Vorab einfach mal ein Danke!
dass die Zeit-Schrift das Thema Elektrosmog überhaupt und dazu prominent auf der Titelseite aufgegriffen hat
dass die Frage, ob sich Mio. Menschen zu Recht fürchten zumindest in der Headline noch offen gelassen wurde
dass das Autorenteam offenbar einen vergammelten Wohnwagen im tiefen Schwarzwald aufsuchte, um mit einem Schwerbetroffenen zu sprechen und diesen auch zu Wort kommen liess.
Insgesamt bleibt vom Artikel leider ein schaler Nachgeschmack. Man tut sich offensichtlich schwer mit dem Thema und hat offenbar entschieden, dass sich derzeit mit den Konsequenzen einer Verharmlosung (noch) besser leben lässt. Immerhin kann der Artikel auch als Einladung verstanden werden, sich mit dem Thema vertiefter zu befassen. Es gibt doch einige Punkte, welche bereits Durchschnitts-Zeitlesende nachdenklich stimmen müssen.

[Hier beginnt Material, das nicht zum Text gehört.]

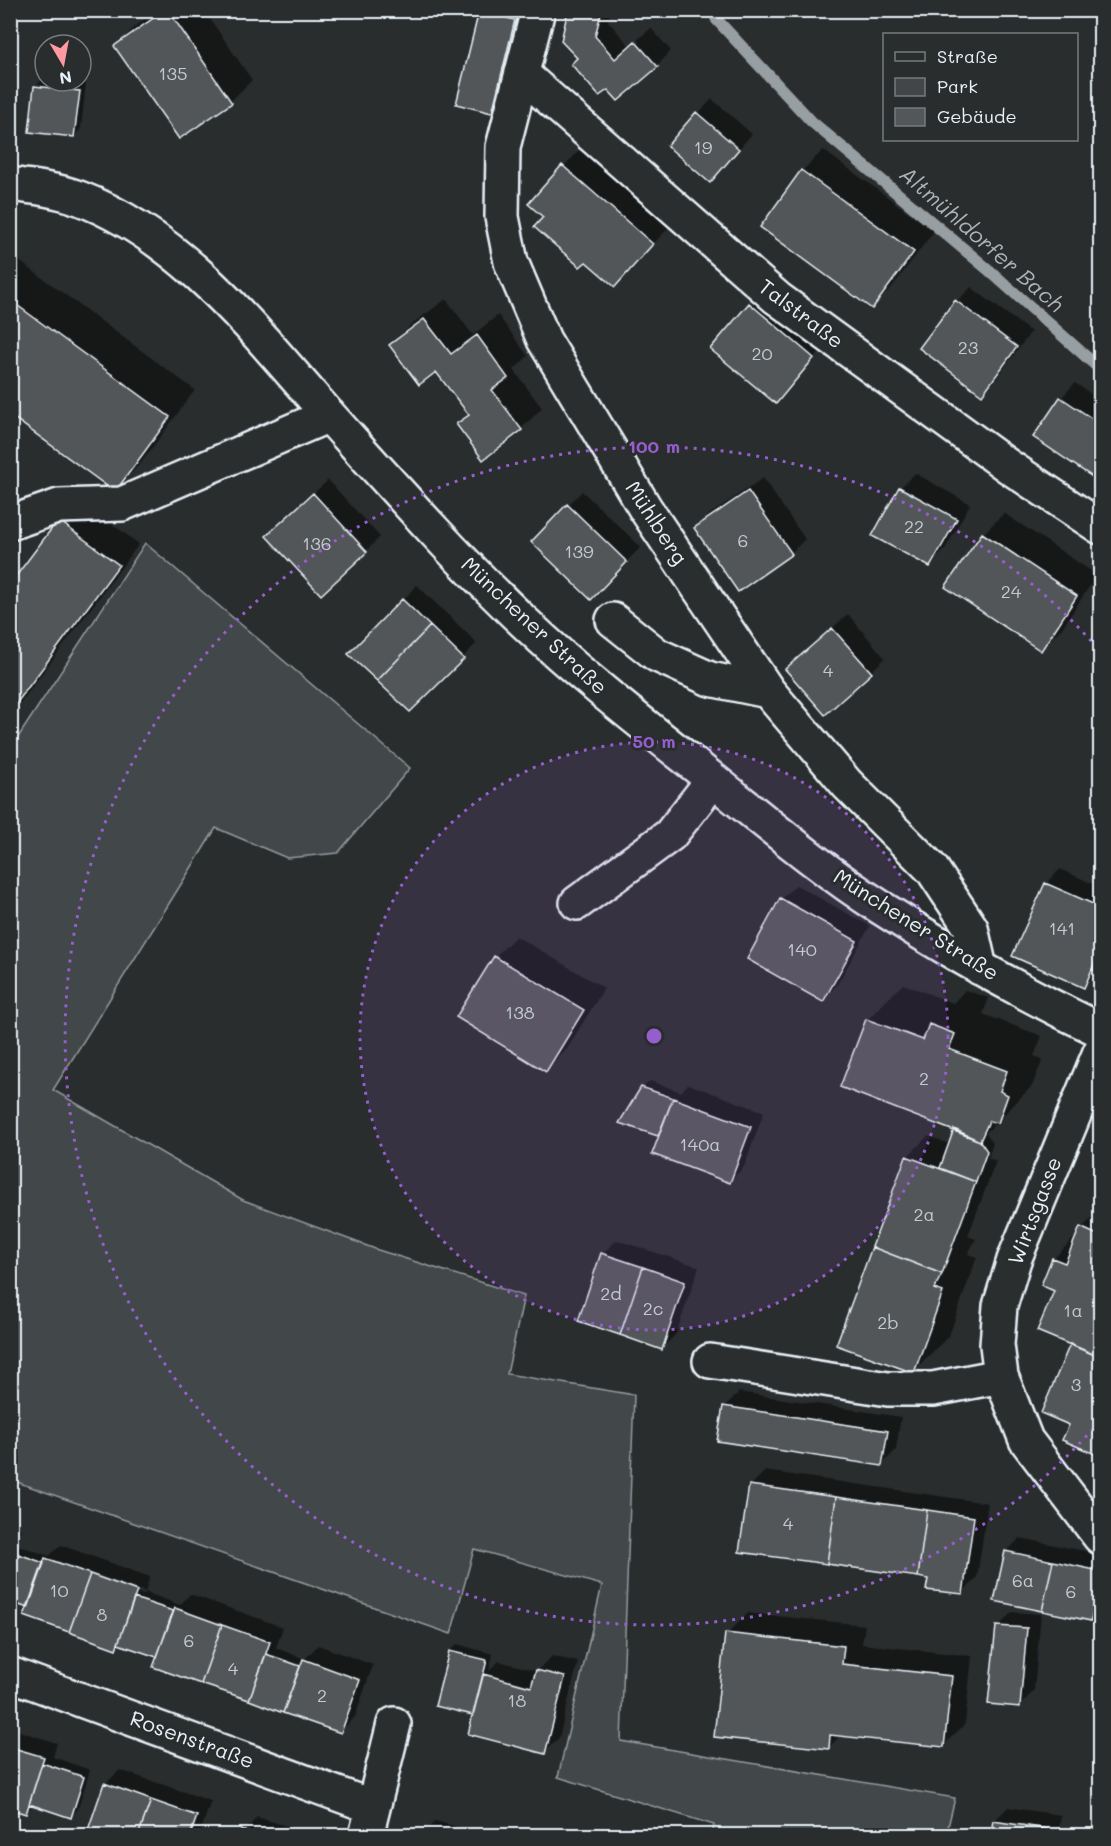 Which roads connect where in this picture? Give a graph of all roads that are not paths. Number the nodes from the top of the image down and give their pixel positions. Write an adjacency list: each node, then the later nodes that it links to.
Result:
1 (538, 10): 2 (street, Mühlberg)
2 (522, 74): 6 (street, Talstraße); 8 (street, Mühlberg)
3 (10, 184): 4 (street, Münchener Straße)
4 (329, 415): 5 (street); 9 (street, Münchener Straße)
5 (10, 524)
6 (1101, 527)
7 (613, 620): 8 (street)
8 (768, 691): 11 (street, Mühlberg)
9 (713, 780): 10 (street); 11 (street, Münchener Straße)
10 (577, 903)
11 (980, 968): 12 (street, Münchener Straße)
12 (1101, 1030)
13 (1101, 1052): 15 (street, Wirtsgasse)
14 (711, 1361): 15 (street)
15 (1001, 1376): 16 (street, Wirtsgasse)
16 (1101, 1537)
17 (10, 1674): 19 (street, Rosenstraße)
18 (394, 1724): 19 (street)
19 (370, 1821) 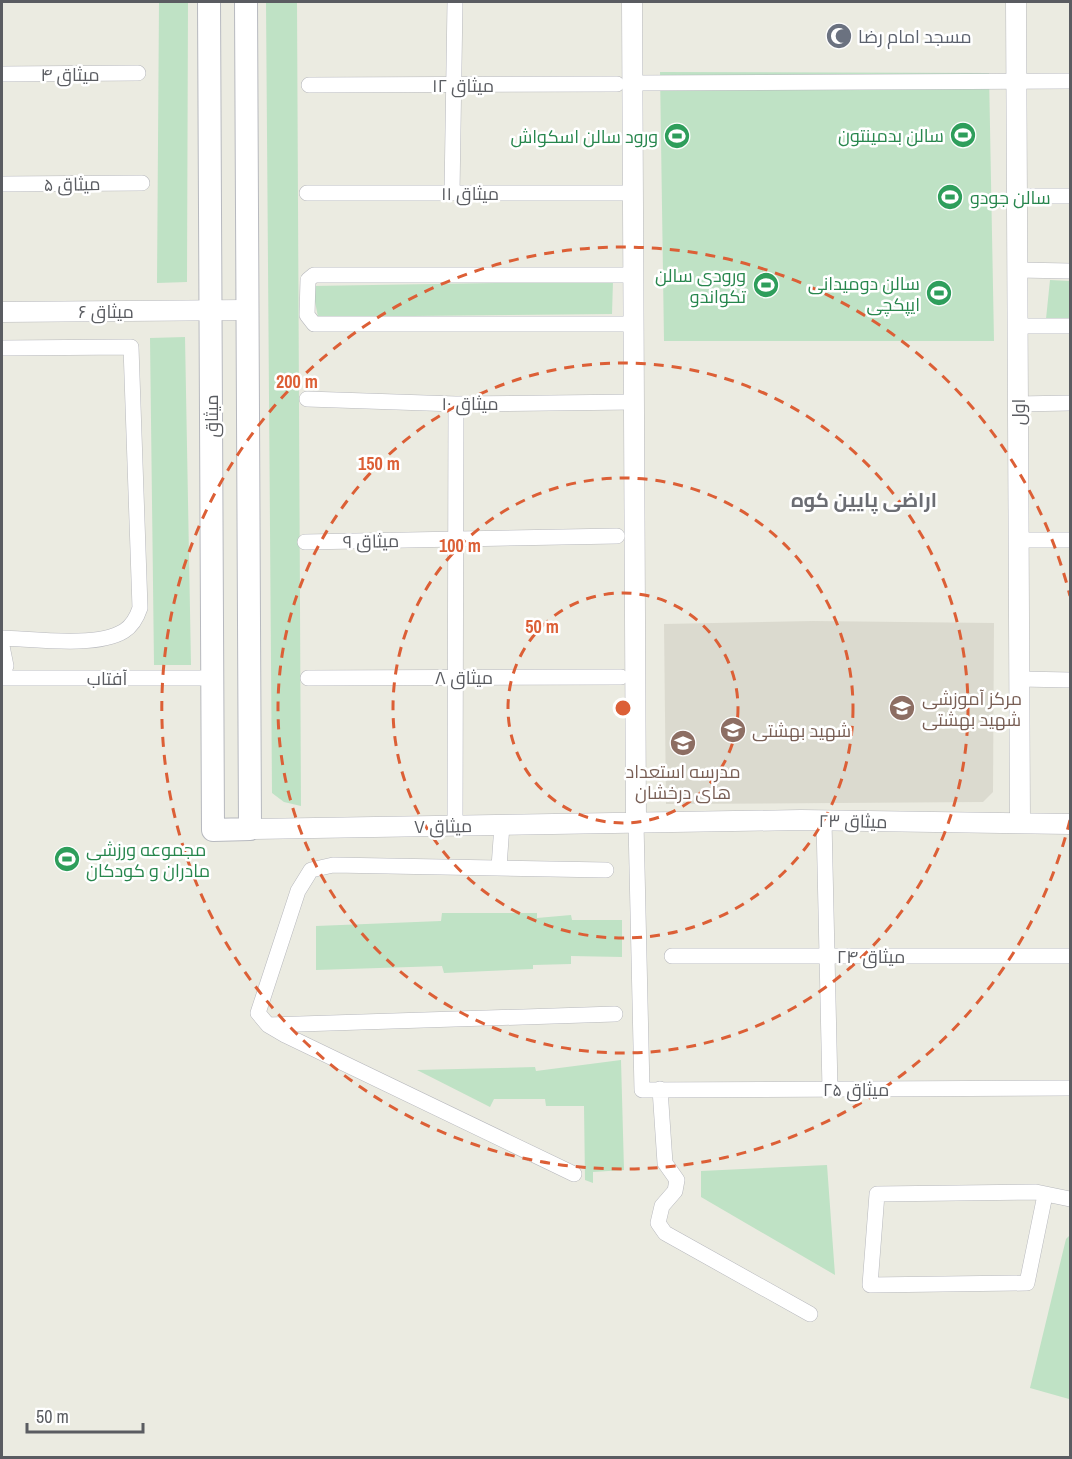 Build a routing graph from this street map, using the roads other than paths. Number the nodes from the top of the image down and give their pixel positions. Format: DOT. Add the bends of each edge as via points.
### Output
graph roads {
  1 [pos="209,2"];
  2 [pos="246,2"];
  3 [pos="455,2"];
  4 [pos="632,2"];
  5 [pos="1016,2"];
  6 [pos="138,73"];
  7 [pos="2,74"];
  8 [pos="1017,81"];
  9 [pos="1071,81"];
  10 [pos="625,84"];
  11 [pos="309,85"];
  12 [pos="454,85"];
  13 [pos="142,183"];
  14 [pos="2,184"];
  15 [pos="307,193"];
  16 [pos="452,193"];
  17 [pos="633,193"];
  18 [pos="1017,196"];
  19 [pos="1071,196"];
  20 [pos="1018,270"];
  21 [pos="1071,271"];
  22 [pos="633,275"];
  23 [pos="248,310"];
  24 [pos="211,311"];
  25 [pos="2,312"];
  26 [pos="634,324"];
  27 [pos="1019,326"];
  28 [pos="1071,326"];
  29 [pos="2,348"];
  30 [pos="307,399"];
  31 [pos="634,402"];
  32 [pos="1071,403"];
  33 [pos="456,404"];
  34 [pos="1018,404"];
  35 [pos="617,536"];
  36 [pos="457,539"];
  37 [pos="1019,540"];
  38 [pos="1071,540"];
  39 [pos="305,542"];
  40 [pos="2,638"];
  41 [pos="2,646"];
  42 [pos="2,673"];
  43 [pos="457,677"];
  44 [pos="621,677"];
  45 [pos="2,678"];
  46 [pos="213,678"];
  47 [pos="308,678"];
  48 [pos="1020,679"];
  49 [pos="1071,680"];
  50 [pos="824,820"];
  51 [pos="636,823"];
  52 [pos="1020,824"];
  53 [pos="1071,824"];
  54 [pos="502,825"];
  55 [pos="455,826"];
  56 [pos="250,829"];
  57 [pos="499,867"];
  58 [pos="606,870"];
  59 [pos="672,956"];
  60 [pos="827,956"];
  61 [pos="1071,956"];
  62 [pos="615,1014"];
  63 [pos="268,1025"];
  64 [pos="1071,1088"];
  65 [pos="660,1089"];
  66 [pos="830,1089"];
  67 [pos="574,1174"];
  68 [pos="1045,1194"];
  69 [pos="1071,1199"];
  70 [pos="810,1314"];
  1 -- 24 [label="main road, میثاق"];
  2 -- 23 [label="main road, میثاق"];
  3 -- 12 [label="street"];
  4 -- 10 [label="street"];
  5 -- 8 [label="street, اول"];
  6 -- 7 [label="street, میثاق ۴"];
  8 -- 9 [label="street, میثاق ۱۲"];
  8 -- 10 [label="street, میثاق ۱۲"];
  8 -- 18 [label="street, اول"];
  10 -- 12 [label="street, میثاق ۱۲"];
  10 -- 17 [label="street"];
  11 -- 12 [label="street, میثاق ۱۲"];
  12 -- 16 [label="street"];
  13 -- 14 [label="street, میثاق ۵"];
  15 -- 16 [label="street, میثاق ۱۱"];
  16 -- 17 [label="street, میثاق ۱۱"];
  17 -- 22 [label="street"];
  18 -- 19 [label="street"];
  18 -- 20 [label="street, اول"];
  20 -- 21 [label="street"];
  20 -- 27 [label="street, اول"];
  22 -- 26 [label="street"];
  22 -- 26 [label="street" via="314,275 308,280 307,315 314,324"];
  23 -- 24 [label="street, میثاق ۶"];
  23 -- 56 [label="main road, میثاق"];
  24 -- 25 [label="street, میثاق ۶"];
  24 -- 46 [label="main road, میثاق"];
  26 -- 31 [label="street"];
  27 -- 28 [label="street"];
  27 -- 34 [label="street, اول"];
  29 -- 40 [label="street" via="131,347 140,608 125,630 110,637"];
  30 -- 33 [label="street, میثاق ۱۰"];
  31 -- 33 [label="street, میثاق ۱۰"];
  31 -- 51 [label="street"];
  32 -- 34 [label="street"];
  33 -- 36 [label="street"];
  34 -- 37 [label="street, اول"];
  35 -- 36 [label="street, میثاق ۹"];
  36 -- 39 [label="street, میثاق ۹"];
  36 -- 43 [label="street"];
  37 -- 38 [label="street"];
  37 -- 48 [label="street, اول"];
  41 -- 42 [label="street" via="6,666"];
  43 -- 44 [label="street, میثاق ۸"];
  43 -- 47 [label="street, میثاق ۸"];
  43 -- 55 [label="street"];
  45 -- 46 [label="street, آفتاب"];
  46 -- 56 [label="main road, میثاق" via="213,830"];
  48 -- 49 [label="street"];
  48 -- 52 [label="street, اول"];
  50 -- 51 [label="street, میثاق ۲۳"];
  50 -- 52 [label="street, میثاق ۲۳"];
  50 -- 60 [label="street"];
  51 -- 54 [label="street, میثاق ۷"];
  51 -- 65 [label="street, میثاق ۲۵" via="642,1089"];
  52 -- 53 [label="street, میثاق ۲۳"];
  54 -- 55 [label="street, میثاق ۷"];
  54 -- 57 [label="street"];
  55 -- 56 [label="street, میثاق ۷"];
  57 -- 58 [label="street"];
  57 -- 63 [label="street" via="333,865 311,870 298,891 258,1013"];
  59 -- 60 [label="street, میثاق ۲۴"];
  60 -- 61 [label="street, میثاق ۲۴"];
  60 -- 66 [label="street"];
  62 -- 63 [label="street"];
  63 -- 67 [label="street"];
  64 -- 66 [label="street, میثاق ۲۵"];
  65 -- 66 [label="street, میثاق ۲۵"];
  65 -- 70 [label="street" via="665,1164 677,1179 675,1191 662,1206 658,1223 665,1233"];
  68 -- 68 [label="street" via="877,1194 870,1285 1027,1283"];
  68 -- 69 [label="street"];
}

Das Vorsorgeprinzip einzig mit der Studie von Herrn Wiedemann ins Abseits zu stellen, ist schlicht ein Witz. Bis zu 90 % der E-Smog-Belastung zu Hause und am Arbeitsplatz wären leicht reduzierbar ohne grosse Veränderungen der Lebensgewohnheiten (Ratgeber Gesundheitsrisiko Elektrosmog, Seite 9,
www.gesundheitstipp.ch). Die EMF-Leitlinie der Österreichischen Ärztekammer, ein Landesdachverband, böte einen hilfreichen Behandlungsansatz bei unspezifischen Stresserkrankungen. Dazu müsste sie der Bevölkerung und speziell den Grundversorgern aber auch im Detail zur Kenntnis gebracht werden. Gemäss Nationalrätin Gilli gibt es in der Schweiz bisher keine spezifische umweltmedizinische Weiterbildung. Diese Leitlinie wäre ein geeignetes Mittel, dies zu ändern.
Man soll bekanntlich nicht das Kind mit dem Bade ausschütten und somit auch nicht gleich die ganze Drahtlostechnik das Klo runterspülen. Bei einigen Mitmenschen bekommt man schon bei der Äusserung eines kritischen Gedankens das Gefühl, man wolle ihnen nicht nur das Handy, sondern gleich die ganze Lebensfreude wegnehmen. Gäbe es eine sachliche Diskussionskultur, würde sich die Industrie wirklich bemühen, die Gesamtbelastung möglichst tief zu halten, wäre gegen eine sinnvolle und schonende Nutzung dieser Technik - die eine klare Bevölkerungsmehrheit nutzen will - nicht viel einzuwenden.
Frau Kunze und Herrn Rauner ist schliesslich auch zugute zu halten, dass sie eine wichtige Grundfrage der Demokratie aufwerfen:
Wie sehr darf die Mehrheit der Bevölkerung die Freiheit einer Minderheit beschneiden? Was ist, wenn Handys, mobiles Internet und Stromleitungen der Mehrheit das Leben bequemer machen, aber eine Minderheit leidet? Darf die Mehrheit dennoch im ganzen Land Mobilfunkantennen aufstellen?
Leserbriefe werden in der Zeit offenbar erst in der übernächsten Ausgabe veröffentlicht. Gespannt bin ich, ob in der Nr. 37 auch kritische Beiträge, insbesondere jener von Diagnose Funk publiziert werden, oder ob ein Dialog und weitere Beiträge verweigert werden. Findet keine weitere Diskussion statt, wäre die ganze Übung wirklich enttäuschend. Dann könnten die Verfassenden vielleicht weiterhin gut schlafen, aber sicher nicht mit gutem Gewissen.